12.1. NSS Version Check

$ rpm -q nss
nss-3.90.0-1.fc38.x86_64

12.2. JSS Version Check

$ rpm -q jss
jss-5.5.0-1.fc38.x86_64

12.3. Common Issues

Issue: hsmCompatVerifyServ or hsmCompatVerifyClnt not found

Solution: Ensure tools are in PATH or use full path to binaries


Issue: Transport certificate not found

Solution: Verify the transport certificate was exported during setup:

$ ls -l pkiserv-nssdb/kra_transport.pem

Issue: PKCS#12 import fails

Solution: Verify password and database are correct.

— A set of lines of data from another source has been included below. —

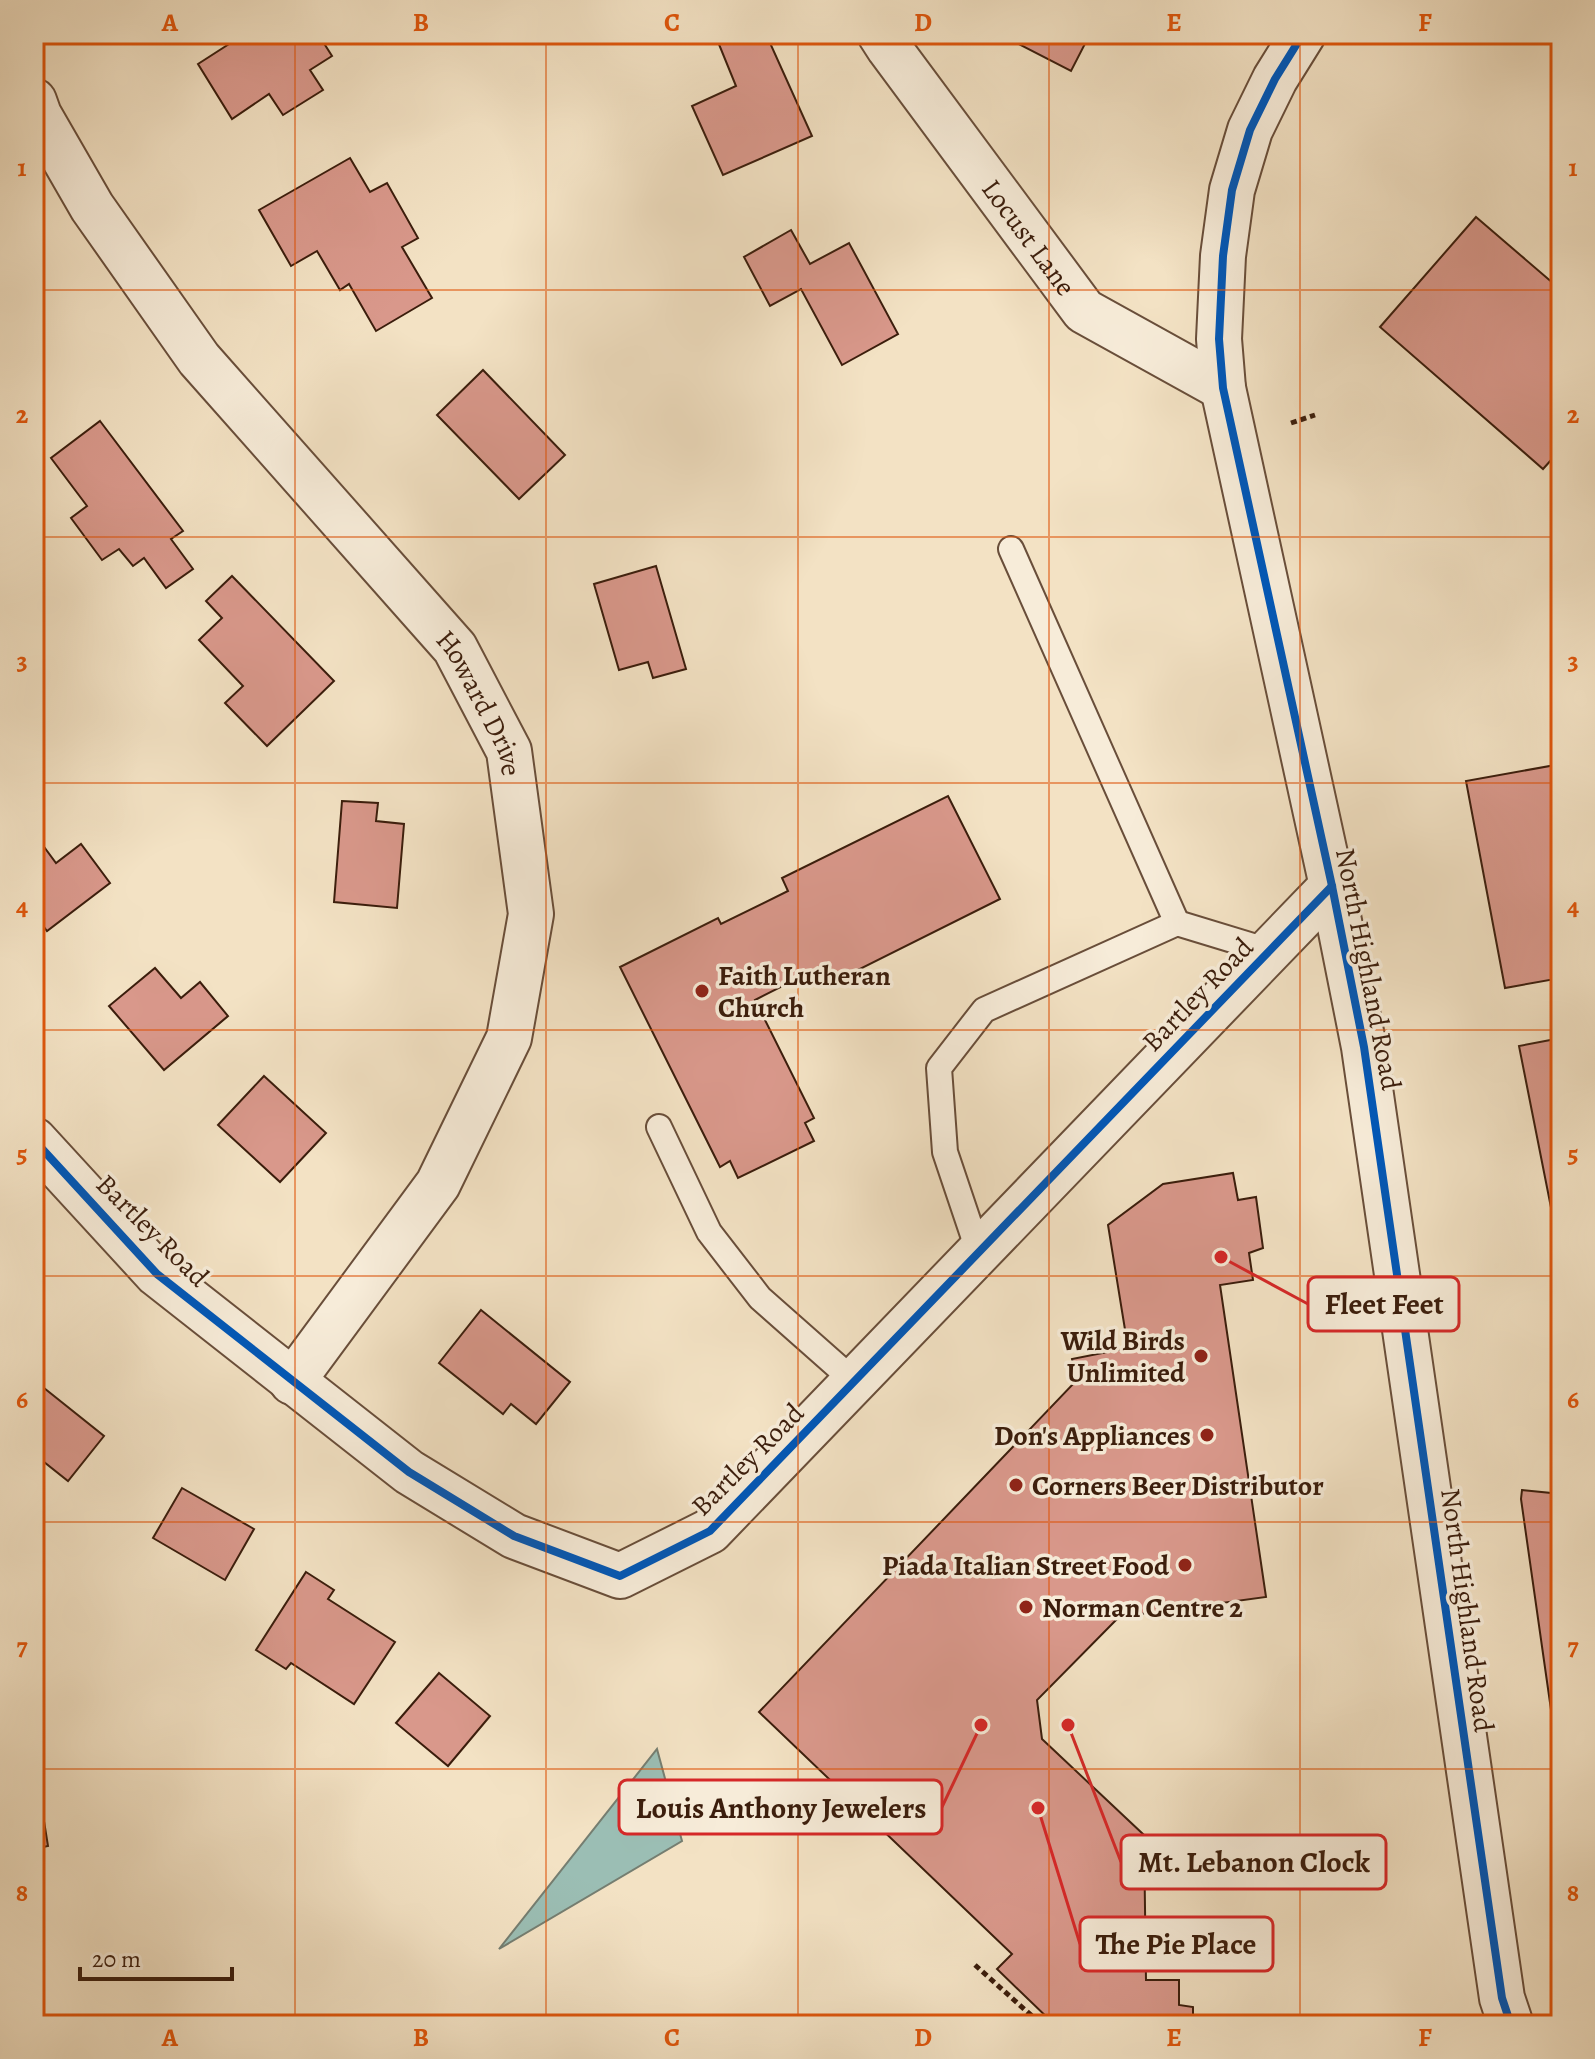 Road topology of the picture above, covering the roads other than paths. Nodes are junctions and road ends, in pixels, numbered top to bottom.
1 (1303, 34) edge
2 (889, 39) edge
3 (34, 101) edge
4 (1223, 388) junction
5 (1011, 549) dead end
6 (1332, 886) junction
7 (1177, 923) junction
8 (1269, 951) junction
9 (659, 1127) dead end
10 (34, 1140) edge
11 (979, 1253) junction
12 (292, 1382) junction
13 (855, 1382) junction
14 (1511, 2025) edge

1 - 4 street, North Highland Road
2 - 4 street, Locust Lane
3 - 12 street, Howard Drive
4 - 6 street, North Highland Road
5 - 7 lane
6 - 8 street, Bartley Road
6 - 14 street, North Highland Road
7 - 8 lane
7 - 11 lane
8 - 11 street, Bartley Road
9 - 13 lane
10 - 12 street, Bartley Road
11 - 13 street, Bartley Road
12 - 13 street, Bartley Road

Use p12tool for importing PKCS#12 files.


Issue: Key wrap algorithm mismatch

Solution: Ensure the same --keywrap-alg is used in both client and server commands


Issue: RSA keywrap type mismatch

Solution: Ensure the same --rsa-keywrap is used in both client and server commands

13. Legacy PKCS#12 Format

By default, hsmCompatVerifyServ creates non-legacy PKCS#12 files using AES-256-CBC + PBKDF2. For compatibility with older systems, you can use legacy format:

$ hsmCompatVerifyServ \
  --recover-only \
  --ldif-file client-nssdb/kra-archived-key.ldif \
  --p12-output client-nssdb/recovered-user-legacy.p12 \
  --recovery-passwd "Secret.123" \
  --legacyPKCS12 \
  --verbose

This will create a PKCS#12 file using PBE_SHA1_DES3_CBC (not FIPS-compliant).